I look back at this part of my journey and think back on my very painful divorce. The whole issue of whether I was really with it seemed to be forever at issue. I believe in the end it was used against me. I had been doing recovery work on my obsession with pornography. I was starting to get to the point that I could manage with the help of friends. I had a men's group, therapist and pastoral mentor to be accountable to. I was beginning to feel good about myself. There was this person that called herself my wife that haunted and bludgeoned me. I had been working hard to be a pastor. I was near burnt out. The church had sent me out to find new members and I was getting nowhere. My wife was working to keep her organization alive, even as the church struggled. She found a business colleague to keep her dream alive of providing community services to people in the neighborhood under the auspices of being housed in the church.

People thought she was having an affair with the person she worked with and limits were being set and she and her coworker decide that they would do what they wanted. They were all crazy and maybe I was the real reason that they felt the way they did.
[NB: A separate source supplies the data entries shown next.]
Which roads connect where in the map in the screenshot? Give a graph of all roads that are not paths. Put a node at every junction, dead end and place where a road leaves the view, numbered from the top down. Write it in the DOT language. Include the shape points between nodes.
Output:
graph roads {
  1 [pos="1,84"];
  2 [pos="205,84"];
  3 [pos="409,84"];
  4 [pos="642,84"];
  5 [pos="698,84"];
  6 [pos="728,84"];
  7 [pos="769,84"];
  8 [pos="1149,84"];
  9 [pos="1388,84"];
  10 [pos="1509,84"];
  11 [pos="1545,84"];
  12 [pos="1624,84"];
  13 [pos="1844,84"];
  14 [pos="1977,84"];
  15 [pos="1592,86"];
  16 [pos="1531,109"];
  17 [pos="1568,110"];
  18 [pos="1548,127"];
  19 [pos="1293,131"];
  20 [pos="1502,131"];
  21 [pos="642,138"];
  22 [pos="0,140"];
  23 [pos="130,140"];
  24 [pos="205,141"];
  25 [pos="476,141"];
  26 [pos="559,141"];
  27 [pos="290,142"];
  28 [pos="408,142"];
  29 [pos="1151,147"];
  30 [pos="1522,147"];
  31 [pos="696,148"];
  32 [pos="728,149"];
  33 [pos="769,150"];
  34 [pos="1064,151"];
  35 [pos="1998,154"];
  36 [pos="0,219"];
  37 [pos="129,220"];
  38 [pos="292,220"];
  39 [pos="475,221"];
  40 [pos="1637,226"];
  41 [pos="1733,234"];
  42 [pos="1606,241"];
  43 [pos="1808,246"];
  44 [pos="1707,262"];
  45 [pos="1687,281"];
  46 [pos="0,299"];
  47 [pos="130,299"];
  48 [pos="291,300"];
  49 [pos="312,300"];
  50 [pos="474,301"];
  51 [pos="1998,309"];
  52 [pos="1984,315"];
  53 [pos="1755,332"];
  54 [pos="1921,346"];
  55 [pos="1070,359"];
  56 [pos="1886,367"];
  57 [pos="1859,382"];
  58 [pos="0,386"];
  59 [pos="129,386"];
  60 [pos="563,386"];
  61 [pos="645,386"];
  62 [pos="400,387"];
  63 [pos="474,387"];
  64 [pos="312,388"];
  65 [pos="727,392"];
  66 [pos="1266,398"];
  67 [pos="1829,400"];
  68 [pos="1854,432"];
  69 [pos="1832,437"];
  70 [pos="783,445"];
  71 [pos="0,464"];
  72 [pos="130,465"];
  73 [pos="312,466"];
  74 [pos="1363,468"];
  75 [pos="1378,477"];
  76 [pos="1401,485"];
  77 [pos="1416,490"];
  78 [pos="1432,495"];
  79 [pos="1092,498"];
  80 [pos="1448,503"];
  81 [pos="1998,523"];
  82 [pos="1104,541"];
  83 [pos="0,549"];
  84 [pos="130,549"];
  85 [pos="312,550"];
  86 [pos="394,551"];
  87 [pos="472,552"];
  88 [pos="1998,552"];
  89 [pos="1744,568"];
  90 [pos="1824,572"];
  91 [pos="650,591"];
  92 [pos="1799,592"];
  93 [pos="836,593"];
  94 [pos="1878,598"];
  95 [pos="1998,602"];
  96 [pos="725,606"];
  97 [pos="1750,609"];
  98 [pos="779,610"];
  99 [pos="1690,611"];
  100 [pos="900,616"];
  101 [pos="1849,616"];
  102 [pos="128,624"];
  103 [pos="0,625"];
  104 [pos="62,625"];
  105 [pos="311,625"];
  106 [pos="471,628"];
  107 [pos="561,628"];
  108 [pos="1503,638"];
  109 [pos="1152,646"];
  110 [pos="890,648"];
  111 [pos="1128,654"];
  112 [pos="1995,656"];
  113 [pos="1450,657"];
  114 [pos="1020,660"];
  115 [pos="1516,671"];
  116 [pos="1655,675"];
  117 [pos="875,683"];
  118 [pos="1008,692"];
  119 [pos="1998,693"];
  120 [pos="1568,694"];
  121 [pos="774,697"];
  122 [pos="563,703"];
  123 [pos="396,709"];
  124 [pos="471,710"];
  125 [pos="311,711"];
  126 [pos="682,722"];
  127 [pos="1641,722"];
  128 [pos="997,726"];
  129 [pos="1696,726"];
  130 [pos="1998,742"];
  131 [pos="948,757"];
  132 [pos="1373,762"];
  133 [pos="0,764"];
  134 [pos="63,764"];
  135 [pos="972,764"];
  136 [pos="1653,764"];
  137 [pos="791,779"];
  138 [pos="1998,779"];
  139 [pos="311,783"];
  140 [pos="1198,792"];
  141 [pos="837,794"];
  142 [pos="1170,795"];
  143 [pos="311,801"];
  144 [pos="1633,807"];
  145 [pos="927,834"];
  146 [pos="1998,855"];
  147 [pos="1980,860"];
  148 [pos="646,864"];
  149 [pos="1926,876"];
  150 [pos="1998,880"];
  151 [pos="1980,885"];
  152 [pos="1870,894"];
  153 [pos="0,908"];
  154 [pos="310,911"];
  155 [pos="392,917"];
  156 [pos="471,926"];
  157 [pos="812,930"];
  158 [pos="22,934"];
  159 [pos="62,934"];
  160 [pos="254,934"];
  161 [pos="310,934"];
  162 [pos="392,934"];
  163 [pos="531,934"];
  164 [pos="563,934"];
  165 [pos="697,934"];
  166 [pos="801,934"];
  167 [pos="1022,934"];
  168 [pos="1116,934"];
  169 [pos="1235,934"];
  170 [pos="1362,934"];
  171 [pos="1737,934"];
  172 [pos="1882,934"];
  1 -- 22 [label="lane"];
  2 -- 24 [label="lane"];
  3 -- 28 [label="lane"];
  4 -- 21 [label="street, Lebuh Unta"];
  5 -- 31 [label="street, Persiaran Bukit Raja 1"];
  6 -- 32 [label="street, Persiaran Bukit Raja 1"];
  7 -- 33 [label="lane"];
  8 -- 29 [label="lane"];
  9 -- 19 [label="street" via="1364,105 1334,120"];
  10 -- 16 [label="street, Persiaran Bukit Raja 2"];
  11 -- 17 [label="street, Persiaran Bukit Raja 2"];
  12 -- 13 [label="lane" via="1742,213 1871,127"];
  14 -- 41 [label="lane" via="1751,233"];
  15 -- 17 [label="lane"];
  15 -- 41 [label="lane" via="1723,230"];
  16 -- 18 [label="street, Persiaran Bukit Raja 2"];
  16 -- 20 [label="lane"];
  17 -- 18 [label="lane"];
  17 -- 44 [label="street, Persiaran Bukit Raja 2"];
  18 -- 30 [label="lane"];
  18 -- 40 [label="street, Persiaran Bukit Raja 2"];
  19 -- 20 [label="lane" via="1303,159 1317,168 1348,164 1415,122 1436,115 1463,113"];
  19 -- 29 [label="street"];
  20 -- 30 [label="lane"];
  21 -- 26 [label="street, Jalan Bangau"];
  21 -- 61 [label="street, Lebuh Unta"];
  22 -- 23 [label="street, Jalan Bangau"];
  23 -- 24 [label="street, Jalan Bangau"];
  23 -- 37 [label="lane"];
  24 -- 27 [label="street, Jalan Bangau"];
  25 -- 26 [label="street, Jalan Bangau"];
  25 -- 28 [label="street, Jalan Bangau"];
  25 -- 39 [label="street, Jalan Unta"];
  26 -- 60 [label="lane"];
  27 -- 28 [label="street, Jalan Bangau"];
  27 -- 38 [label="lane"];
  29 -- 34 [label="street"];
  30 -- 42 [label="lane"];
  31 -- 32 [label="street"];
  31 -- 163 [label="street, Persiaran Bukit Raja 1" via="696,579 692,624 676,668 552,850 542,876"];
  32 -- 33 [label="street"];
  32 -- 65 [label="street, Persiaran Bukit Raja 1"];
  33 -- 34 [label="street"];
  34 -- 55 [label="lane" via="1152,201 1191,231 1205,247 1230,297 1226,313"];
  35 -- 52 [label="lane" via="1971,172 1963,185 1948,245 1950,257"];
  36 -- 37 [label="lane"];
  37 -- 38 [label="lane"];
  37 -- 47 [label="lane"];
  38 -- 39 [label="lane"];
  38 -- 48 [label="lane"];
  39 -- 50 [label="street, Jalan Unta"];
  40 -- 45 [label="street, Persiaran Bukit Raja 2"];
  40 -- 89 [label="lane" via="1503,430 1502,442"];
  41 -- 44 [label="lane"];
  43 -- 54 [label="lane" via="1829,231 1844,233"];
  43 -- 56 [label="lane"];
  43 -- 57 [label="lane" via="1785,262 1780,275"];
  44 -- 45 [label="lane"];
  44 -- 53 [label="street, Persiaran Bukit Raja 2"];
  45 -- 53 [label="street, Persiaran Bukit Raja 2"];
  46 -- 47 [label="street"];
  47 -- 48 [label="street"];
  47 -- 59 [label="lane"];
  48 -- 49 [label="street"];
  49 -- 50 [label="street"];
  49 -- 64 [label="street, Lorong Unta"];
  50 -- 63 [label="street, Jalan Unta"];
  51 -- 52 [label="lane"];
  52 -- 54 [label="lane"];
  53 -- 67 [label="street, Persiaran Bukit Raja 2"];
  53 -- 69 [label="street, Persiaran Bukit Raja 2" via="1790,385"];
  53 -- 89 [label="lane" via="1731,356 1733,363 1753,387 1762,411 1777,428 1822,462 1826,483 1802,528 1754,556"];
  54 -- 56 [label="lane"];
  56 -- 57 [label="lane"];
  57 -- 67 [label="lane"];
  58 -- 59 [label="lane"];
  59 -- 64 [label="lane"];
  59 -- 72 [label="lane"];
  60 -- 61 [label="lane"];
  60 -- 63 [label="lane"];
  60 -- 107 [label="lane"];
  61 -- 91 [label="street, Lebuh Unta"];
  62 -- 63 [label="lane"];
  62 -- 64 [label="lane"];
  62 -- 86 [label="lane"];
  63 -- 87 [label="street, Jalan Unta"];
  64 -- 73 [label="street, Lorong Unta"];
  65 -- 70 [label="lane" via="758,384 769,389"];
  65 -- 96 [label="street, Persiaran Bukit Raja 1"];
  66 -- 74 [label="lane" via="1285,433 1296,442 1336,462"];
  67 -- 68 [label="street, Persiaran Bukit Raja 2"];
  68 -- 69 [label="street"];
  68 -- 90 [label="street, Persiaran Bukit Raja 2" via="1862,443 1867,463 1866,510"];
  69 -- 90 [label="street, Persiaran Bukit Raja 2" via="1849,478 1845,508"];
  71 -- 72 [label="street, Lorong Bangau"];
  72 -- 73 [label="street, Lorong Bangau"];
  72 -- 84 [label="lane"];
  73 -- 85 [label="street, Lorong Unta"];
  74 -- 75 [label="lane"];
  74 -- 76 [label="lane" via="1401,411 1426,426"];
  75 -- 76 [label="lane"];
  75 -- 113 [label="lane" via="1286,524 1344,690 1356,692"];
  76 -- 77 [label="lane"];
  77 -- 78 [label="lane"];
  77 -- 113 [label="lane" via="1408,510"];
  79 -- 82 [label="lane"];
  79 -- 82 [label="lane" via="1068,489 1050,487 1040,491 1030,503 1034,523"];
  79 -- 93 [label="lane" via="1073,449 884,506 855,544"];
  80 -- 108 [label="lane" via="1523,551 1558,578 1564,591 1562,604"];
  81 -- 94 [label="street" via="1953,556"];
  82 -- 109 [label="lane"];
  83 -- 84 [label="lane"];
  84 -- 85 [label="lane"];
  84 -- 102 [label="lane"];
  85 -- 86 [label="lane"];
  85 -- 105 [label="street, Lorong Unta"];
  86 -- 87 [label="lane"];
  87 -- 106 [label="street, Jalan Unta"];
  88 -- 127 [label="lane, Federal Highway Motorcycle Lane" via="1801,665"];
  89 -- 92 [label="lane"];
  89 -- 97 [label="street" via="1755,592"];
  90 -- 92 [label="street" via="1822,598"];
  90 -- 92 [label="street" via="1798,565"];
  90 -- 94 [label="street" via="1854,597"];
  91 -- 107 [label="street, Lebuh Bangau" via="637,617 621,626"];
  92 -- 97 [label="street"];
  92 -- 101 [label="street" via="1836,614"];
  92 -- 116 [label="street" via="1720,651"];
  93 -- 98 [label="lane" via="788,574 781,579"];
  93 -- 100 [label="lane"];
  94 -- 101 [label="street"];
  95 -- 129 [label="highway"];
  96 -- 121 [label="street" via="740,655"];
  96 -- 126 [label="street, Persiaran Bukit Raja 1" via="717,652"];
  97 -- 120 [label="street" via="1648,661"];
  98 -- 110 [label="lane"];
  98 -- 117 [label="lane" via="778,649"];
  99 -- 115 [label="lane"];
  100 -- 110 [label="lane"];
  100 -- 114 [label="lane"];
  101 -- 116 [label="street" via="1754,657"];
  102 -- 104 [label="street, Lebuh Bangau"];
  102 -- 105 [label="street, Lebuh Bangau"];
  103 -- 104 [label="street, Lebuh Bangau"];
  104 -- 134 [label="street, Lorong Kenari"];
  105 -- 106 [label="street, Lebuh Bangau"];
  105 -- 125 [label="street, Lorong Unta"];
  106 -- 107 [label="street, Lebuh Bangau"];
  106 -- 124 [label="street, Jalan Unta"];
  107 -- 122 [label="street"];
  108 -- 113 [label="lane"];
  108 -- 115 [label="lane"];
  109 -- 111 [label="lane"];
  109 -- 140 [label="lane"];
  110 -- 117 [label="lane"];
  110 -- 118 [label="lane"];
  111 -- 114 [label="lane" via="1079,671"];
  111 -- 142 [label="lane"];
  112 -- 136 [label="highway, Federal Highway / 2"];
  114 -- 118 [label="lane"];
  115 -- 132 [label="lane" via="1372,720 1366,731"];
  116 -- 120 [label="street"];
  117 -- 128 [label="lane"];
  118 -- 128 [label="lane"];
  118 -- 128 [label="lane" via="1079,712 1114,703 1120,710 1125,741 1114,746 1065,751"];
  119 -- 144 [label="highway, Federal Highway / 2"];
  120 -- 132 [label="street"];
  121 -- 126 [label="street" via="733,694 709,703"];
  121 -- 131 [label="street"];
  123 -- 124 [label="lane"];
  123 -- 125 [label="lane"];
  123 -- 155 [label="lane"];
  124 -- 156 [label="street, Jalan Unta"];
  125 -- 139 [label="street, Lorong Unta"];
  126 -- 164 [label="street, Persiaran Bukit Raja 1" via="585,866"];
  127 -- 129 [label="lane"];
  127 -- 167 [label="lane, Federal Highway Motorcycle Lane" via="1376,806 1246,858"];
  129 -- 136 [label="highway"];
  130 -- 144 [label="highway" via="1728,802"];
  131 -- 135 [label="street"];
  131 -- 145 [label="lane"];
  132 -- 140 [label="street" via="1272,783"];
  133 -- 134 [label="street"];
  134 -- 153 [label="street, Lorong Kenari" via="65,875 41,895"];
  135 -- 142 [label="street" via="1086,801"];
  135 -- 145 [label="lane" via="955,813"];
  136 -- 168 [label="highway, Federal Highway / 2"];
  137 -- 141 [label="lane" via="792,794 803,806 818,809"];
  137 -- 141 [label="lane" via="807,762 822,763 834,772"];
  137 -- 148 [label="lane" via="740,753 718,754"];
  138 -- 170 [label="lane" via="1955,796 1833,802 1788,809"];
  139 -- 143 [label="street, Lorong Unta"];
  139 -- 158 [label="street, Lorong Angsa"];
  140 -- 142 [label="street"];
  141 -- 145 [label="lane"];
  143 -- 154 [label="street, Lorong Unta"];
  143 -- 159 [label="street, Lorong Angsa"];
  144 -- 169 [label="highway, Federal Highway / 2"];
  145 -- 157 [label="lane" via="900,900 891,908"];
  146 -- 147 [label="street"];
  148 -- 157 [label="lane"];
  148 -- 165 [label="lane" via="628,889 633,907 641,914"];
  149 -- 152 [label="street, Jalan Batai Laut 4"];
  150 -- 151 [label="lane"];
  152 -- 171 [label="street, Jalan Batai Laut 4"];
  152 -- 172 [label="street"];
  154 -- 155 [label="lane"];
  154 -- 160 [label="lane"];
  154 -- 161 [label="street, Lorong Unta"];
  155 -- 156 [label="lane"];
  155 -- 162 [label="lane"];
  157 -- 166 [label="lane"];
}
Eventually I would be cast aside as a problem, while she and her coworker tried to redeem something out of the mess. I was on the outside looking in whether it was meant to be that way or not. Eventually I would be hospitalized for the first time since I had been in Taunton in the 70's. Over an over I was told how unusual this was. One the way to hospital I wept because I felt like I made a mess of my life. All she could say was that now I knew how she felt! I felt punched in the stomach. She left with her coworker to take in a conference in Colorado. I was left to fend for myself. The message was clearly that: "You got yourself into the mess. Now let's see how you get out." I called people and they came out to see me. I talked to nurses and other staff and they told me what I needed to do to get out. In a little more than ten days I was out of the nightmare. The doctor said that one of the drugs I was taking for ADD had activated traumatic memories and now that I had done rehab said I was free to go.
My wife was still on her trip with her coworker and my kids who had been picked up on the way. My only contact that I had with her from my hospitalization was that she was seriously thinking about divorce. It was not what I needed to hear. The hospital only knew to prepare me for the worst. On their way back from Colorado the coworker had found out that a friend had committed suicide. He was a mess and my wife offered to drive him home. There is an irony that is unmistakable. I was hospitalized for having suicidal thoughts and she was going out of her way to help her coworker. We have moved on and yet the wound still festers. I did get myself out of the hospital with help from friends. A few weeks later she called the police on me because she was of the opinion that I was suicidal. I begged to differ and was told by the police to go on my way since I said I was ok. I talked to my therapist and that was good enough evidence for them that I was good to go.

I have known that the right thing for me to do is fight and fight with all my might. I have worked ever since I got out of the hospital at the beginning of 2000. There have only been three or four months off for unemployment. I have remarried and keep in touch with my three kids at best I can. Life has not been easy and yet I continue to fight to give and receive God's best. To God be the glory!!!